Work instruction: From the listing below, return each line that includes "Suranarai".
☆ ☆ ☆ ☆ ☆ ☆ ☆
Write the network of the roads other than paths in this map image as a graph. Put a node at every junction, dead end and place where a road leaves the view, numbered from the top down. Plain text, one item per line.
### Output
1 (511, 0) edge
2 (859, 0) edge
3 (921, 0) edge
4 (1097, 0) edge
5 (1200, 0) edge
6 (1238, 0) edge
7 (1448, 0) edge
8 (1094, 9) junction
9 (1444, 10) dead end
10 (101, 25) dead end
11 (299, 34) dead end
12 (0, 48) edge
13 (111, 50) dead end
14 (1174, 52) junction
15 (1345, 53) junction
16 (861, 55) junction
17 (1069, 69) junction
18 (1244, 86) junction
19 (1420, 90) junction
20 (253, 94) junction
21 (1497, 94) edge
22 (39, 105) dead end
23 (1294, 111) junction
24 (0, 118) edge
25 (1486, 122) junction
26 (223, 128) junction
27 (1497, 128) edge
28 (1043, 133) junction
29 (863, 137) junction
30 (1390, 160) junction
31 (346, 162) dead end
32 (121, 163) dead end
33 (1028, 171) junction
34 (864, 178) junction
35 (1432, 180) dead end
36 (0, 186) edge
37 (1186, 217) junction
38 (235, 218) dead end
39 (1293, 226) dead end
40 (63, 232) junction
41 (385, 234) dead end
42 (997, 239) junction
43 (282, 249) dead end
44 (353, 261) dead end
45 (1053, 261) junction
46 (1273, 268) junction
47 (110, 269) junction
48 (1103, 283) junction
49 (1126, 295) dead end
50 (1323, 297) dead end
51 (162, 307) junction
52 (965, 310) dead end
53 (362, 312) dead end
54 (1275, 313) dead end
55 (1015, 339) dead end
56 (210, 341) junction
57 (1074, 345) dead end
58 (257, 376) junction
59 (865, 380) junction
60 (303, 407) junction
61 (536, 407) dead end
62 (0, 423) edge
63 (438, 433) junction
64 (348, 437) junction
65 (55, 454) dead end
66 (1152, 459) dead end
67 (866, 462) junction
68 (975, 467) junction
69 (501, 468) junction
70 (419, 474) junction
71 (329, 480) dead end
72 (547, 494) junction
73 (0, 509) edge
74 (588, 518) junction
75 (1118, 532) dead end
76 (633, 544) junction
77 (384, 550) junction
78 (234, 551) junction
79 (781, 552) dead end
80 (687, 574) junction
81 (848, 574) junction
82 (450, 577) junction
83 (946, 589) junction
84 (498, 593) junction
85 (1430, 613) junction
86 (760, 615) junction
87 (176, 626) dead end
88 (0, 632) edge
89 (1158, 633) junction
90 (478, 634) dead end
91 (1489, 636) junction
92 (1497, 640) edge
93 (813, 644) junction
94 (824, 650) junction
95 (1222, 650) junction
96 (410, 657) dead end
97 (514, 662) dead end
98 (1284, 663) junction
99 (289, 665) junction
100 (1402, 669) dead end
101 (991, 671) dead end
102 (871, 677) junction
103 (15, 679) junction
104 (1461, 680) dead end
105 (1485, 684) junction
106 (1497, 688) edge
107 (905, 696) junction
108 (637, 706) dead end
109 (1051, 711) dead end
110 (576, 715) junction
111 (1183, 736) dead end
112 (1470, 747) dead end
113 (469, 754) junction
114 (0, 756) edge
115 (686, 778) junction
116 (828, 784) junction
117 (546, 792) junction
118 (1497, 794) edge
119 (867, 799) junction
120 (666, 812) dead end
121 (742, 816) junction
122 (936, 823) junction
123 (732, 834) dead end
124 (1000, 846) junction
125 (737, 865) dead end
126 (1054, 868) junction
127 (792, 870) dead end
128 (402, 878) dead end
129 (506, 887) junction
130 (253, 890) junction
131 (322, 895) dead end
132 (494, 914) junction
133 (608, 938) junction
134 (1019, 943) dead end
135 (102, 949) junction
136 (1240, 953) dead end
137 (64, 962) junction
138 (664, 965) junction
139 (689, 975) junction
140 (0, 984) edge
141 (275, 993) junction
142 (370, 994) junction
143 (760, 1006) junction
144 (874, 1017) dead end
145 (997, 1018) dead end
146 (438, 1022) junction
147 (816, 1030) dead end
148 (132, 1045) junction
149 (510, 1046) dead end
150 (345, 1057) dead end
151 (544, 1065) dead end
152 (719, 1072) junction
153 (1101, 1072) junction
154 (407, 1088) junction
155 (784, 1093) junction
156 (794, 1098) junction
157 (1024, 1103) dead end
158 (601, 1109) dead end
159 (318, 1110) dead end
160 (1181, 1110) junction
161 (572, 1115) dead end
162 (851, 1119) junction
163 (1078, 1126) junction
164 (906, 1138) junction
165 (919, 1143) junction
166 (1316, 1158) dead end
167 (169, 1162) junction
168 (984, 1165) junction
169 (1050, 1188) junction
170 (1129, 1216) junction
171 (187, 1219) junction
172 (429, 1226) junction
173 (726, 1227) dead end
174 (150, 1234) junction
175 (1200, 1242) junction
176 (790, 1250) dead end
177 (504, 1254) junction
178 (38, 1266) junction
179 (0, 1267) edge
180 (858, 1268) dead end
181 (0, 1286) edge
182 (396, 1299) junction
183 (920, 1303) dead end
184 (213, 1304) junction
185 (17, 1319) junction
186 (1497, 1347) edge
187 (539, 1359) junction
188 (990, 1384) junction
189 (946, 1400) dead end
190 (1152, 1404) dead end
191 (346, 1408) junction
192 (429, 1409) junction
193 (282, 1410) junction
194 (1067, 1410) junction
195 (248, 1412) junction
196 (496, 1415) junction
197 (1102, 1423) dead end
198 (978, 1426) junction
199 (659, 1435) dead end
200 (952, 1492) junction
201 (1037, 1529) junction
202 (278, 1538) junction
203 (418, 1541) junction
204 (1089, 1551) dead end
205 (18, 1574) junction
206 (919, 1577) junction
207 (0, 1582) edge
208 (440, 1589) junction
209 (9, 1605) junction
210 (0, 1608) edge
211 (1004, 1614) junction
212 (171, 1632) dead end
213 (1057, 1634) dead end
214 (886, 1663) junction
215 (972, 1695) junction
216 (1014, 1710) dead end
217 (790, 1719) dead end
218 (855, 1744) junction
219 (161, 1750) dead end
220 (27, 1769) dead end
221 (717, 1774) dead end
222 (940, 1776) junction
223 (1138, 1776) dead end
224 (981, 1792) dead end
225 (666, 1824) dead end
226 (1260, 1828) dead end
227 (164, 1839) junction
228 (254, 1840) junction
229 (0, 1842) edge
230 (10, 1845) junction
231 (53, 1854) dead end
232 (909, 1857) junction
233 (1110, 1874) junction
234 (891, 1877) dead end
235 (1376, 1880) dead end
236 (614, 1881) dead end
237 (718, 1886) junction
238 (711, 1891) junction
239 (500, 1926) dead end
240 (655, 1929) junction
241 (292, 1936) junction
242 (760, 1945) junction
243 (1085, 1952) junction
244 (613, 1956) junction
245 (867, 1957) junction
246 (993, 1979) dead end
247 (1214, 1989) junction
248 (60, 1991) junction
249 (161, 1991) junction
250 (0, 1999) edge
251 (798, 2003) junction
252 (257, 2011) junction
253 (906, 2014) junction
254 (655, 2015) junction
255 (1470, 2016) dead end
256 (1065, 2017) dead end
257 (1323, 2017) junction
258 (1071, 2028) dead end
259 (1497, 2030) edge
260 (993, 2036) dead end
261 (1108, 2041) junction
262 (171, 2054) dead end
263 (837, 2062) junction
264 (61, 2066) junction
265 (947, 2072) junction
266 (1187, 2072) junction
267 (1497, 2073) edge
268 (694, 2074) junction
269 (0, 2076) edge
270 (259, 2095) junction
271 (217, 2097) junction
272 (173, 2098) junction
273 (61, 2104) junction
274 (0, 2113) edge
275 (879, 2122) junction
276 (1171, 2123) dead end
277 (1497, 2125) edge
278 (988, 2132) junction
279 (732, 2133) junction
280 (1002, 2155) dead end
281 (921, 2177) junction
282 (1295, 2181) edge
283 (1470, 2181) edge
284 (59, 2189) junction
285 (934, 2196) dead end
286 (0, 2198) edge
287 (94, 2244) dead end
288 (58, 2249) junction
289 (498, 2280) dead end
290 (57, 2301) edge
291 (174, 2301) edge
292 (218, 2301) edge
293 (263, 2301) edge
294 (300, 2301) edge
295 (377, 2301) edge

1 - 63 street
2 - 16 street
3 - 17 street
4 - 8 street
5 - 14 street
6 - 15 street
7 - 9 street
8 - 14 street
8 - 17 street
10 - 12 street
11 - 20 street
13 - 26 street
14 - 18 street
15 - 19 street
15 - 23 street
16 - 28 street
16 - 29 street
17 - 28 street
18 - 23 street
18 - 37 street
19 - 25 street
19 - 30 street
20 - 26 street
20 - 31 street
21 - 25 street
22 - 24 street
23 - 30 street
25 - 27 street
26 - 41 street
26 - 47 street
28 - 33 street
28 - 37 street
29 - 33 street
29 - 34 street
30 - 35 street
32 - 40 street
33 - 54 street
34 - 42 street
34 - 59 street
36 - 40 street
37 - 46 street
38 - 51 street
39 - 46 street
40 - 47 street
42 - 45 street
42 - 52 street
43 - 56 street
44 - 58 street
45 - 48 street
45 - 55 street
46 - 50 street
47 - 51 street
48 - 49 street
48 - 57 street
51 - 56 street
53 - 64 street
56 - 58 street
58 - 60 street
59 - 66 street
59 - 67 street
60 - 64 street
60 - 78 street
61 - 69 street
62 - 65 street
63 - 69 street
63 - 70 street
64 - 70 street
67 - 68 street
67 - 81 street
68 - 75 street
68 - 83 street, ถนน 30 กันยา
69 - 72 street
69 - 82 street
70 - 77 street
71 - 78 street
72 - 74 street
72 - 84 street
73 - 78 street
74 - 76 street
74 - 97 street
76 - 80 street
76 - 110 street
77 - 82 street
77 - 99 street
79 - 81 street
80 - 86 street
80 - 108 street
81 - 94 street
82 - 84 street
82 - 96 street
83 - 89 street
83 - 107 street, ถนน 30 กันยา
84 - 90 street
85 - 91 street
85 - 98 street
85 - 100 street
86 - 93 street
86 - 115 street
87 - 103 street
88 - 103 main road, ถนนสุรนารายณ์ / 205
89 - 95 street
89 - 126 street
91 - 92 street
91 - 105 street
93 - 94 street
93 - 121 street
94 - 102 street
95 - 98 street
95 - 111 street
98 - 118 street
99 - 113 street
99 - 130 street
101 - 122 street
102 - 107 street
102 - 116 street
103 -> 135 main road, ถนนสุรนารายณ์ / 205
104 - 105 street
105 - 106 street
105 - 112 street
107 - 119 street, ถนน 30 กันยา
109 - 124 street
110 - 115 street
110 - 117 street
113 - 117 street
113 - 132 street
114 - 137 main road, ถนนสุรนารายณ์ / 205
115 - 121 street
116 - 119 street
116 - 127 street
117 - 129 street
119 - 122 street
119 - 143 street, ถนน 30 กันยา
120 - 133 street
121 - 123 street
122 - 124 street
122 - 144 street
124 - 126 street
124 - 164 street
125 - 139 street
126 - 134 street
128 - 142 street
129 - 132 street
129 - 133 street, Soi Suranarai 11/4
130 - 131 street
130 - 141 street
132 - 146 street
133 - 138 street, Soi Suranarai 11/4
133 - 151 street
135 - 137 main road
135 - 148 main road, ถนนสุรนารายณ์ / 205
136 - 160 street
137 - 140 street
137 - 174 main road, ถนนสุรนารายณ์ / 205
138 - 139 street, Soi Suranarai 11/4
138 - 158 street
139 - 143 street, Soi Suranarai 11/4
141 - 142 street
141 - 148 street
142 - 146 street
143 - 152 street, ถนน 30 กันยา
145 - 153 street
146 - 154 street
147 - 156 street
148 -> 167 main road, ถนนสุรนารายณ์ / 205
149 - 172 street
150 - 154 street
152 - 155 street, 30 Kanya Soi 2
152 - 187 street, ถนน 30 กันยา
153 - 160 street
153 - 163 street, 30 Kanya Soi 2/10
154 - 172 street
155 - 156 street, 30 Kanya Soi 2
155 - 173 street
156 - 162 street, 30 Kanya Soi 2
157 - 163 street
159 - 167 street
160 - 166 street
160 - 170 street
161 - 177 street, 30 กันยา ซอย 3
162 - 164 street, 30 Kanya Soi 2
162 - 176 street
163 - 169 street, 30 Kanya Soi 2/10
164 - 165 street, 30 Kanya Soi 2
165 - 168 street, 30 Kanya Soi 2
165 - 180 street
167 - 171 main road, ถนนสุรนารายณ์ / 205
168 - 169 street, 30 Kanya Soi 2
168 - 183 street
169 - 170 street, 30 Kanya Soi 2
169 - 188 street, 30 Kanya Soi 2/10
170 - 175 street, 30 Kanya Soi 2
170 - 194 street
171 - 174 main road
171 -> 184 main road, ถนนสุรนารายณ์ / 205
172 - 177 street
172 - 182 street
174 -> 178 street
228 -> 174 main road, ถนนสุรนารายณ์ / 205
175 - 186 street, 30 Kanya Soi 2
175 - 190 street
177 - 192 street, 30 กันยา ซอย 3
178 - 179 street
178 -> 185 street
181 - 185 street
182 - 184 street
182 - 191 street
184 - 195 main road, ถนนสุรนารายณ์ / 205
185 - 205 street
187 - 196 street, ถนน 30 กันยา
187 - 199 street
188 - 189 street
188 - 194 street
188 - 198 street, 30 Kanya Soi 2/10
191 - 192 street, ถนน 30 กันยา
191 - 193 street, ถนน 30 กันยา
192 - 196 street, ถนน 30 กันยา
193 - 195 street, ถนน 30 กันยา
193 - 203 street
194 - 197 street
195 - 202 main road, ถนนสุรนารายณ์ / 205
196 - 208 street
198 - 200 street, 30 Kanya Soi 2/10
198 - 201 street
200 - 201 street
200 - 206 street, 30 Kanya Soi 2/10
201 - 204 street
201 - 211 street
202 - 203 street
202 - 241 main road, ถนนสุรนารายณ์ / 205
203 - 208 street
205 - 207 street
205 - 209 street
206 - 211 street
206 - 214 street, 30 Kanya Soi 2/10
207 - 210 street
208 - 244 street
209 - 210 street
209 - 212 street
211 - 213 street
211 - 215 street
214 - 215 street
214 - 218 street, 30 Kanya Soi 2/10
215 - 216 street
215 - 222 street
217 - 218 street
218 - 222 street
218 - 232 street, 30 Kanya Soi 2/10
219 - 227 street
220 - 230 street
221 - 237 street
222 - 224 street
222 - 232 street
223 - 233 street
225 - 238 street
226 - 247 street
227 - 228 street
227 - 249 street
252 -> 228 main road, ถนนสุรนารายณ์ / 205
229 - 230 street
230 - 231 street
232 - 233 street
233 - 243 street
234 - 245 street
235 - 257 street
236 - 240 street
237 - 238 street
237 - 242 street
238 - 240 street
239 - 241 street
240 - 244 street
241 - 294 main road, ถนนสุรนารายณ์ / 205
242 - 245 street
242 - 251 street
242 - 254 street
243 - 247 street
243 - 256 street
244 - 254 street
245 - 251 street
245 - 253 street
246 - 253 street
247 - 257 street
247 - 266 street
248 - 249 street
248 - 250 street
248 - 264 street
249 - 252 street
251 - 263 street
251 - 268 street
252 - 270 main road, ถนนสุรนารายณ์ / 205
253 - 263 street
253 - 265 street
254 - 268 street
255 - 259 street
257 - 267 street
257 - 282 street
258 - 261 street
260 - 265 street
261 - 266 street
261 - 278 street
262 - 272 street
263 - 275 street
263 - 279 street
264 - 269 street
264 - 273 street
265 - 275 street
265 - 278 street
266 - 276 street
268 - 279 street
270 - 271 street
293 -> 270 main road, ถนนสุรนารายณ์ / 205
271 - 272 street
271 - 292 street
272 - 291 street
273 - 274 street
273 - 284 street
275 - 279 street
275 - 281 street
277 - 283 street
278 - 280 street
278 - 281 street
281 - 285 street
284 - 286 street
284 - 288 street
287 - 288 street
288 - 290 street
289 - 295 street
☆ ☆ ☆ ☆ ☆ ☆ ☆
Finished exercise:
129 - 133 street, Soi Suranarai 11/4
133 - 138 street, Soi Suranarai 11/4
138 - 139 street, Soi Suranarai 11/4
139 - 143 street, Soi Suranarai 11/4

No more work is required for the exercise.